Rural landlords warns of ‘devastating impact’ on rented housing by ‘backdoor’ Covid legislation

Plans to extend housing tenants’ rights that were introduced as an emergency measure during the Covid-19 pandemic will have a “devastating” effect on the private rented housing sector, rural landlords have warned.

Rural landlords warns of 'devastating impact' on rented housing by 'backdoor' Covid legislation

Sarah-Jane Laing

Scottish Land & Estates (SLE), which represents rural businesses across Scotland, said tenancy proposals contained within the Coronavirus (Recovery and Reform) (Scotland) Bill could lead to the loss of thousands of homes being lost to the rental market.

According to the membership body, the proposed changes in law would have an impact on all types of landlords – whether they own a single property or multiple homes they let out and could lead to a substantial loss in the value of a property where a landlord could not regain vacant possession.

During the covid-19 pandemic, all grounds for eviction of a tenant were temporarily made discretionary. This Bill seeks to make this change permanent and a tribunal would be asked to rule on a landlord’s desire to evict a tenant and reclaim vacant possession.

In effect, SLE said, a tribunal will not have to automatically evict people, even where the tenant fails to comply with the conditions set out in their tenancy agreement, including non-payment of rent.

SLE has raised concerns that these far-reaching proposals are being introduced through the Coronavirus (Recovery and Reform) (Scotland) Bill rather than through a housing Bill that would be subject to full parliamentary scrutiny.
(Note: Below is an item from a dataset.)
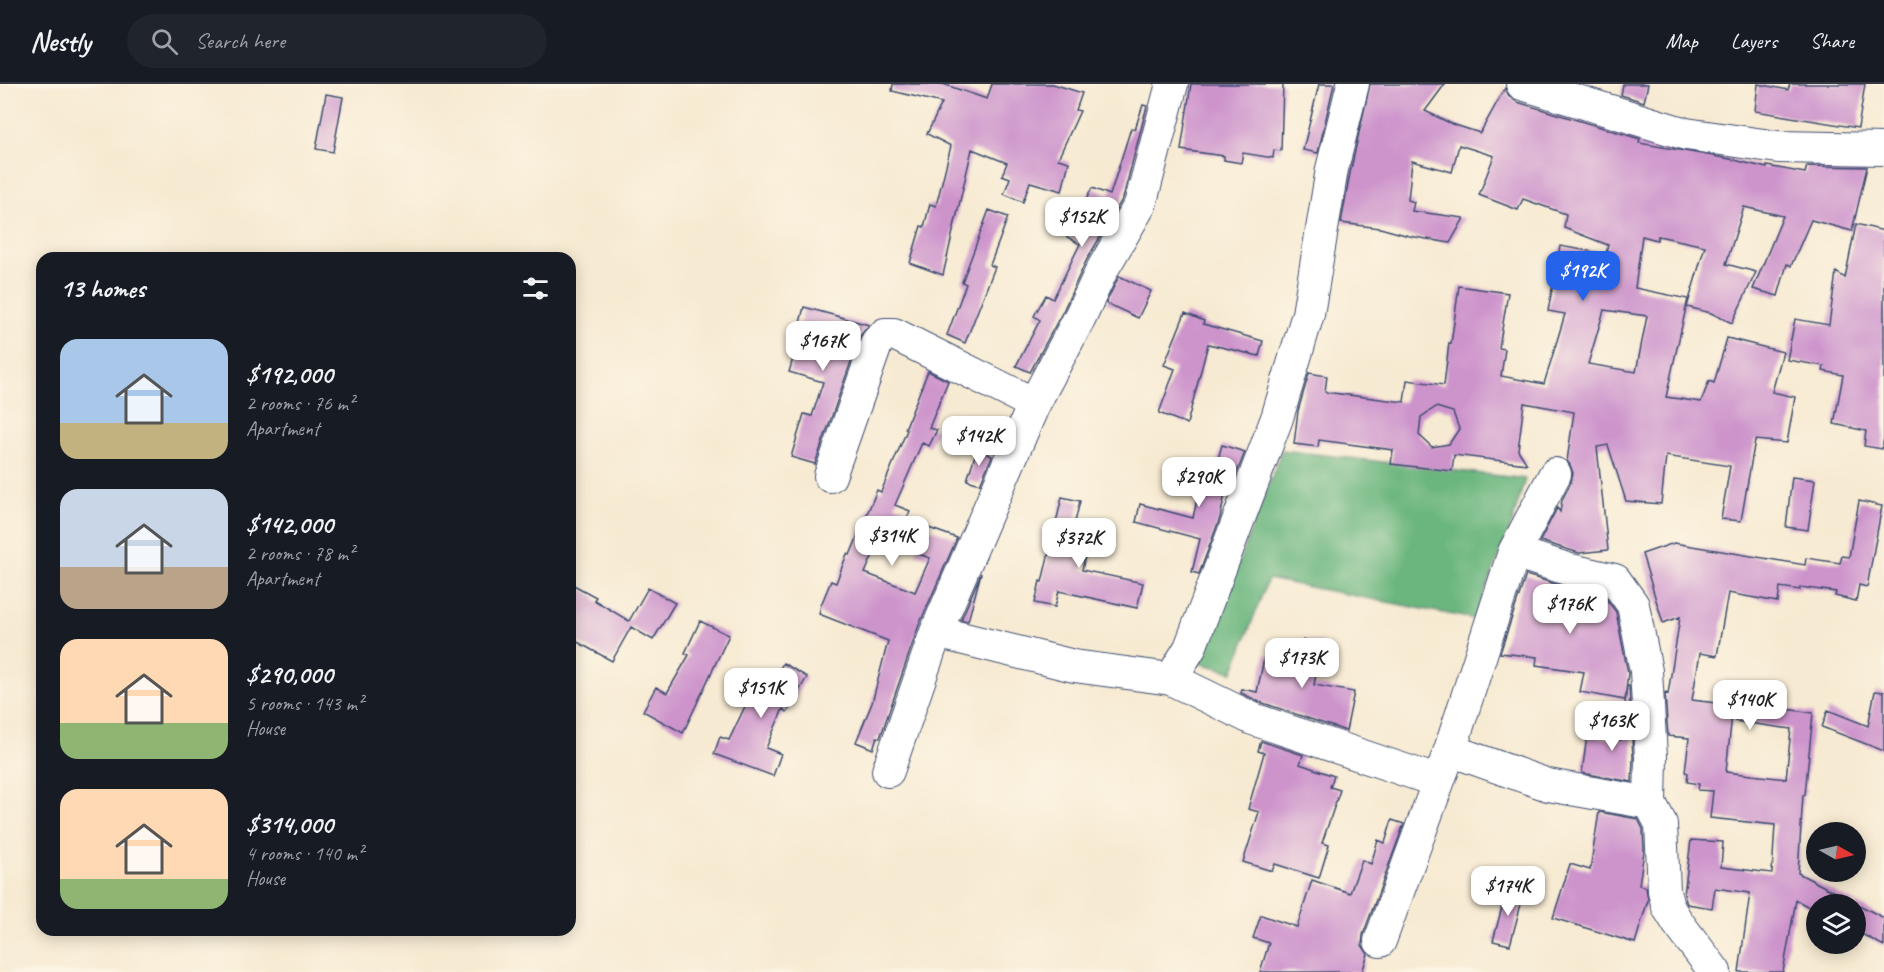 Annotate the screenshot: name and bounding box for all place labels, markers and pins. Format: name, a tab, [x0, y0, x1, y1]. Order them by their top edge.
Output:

It said these measures appear to go far beyond the public health rationale contained in other elements of the bill - and the issues trying to be solved are far from clearly defined. Added to this, rather than reduce the burden on public services and reduce workload for the tribunal, this will make an already lengthy process even longer, SLE added.

Sarah-Jane Laing, chief executive of Scottish Land & Estates, said: “Rural landlords are gravely concerned that measures to address a public health crisis and our coronavirus recovery are instead being used as a smokescreen to diminish the rights of property owners. This applies to everyone who rents out property, be that a single flat in a city or homes in rural areas.

“Mandatory grounds for reclaiming a property, such as wanting to sell the property or wanting to live in the house yourself, will become discretionary, meaning that a tribunal could agree that your reasons for reclaiming the property are valid but they do not necessarily need to grant an eviction order.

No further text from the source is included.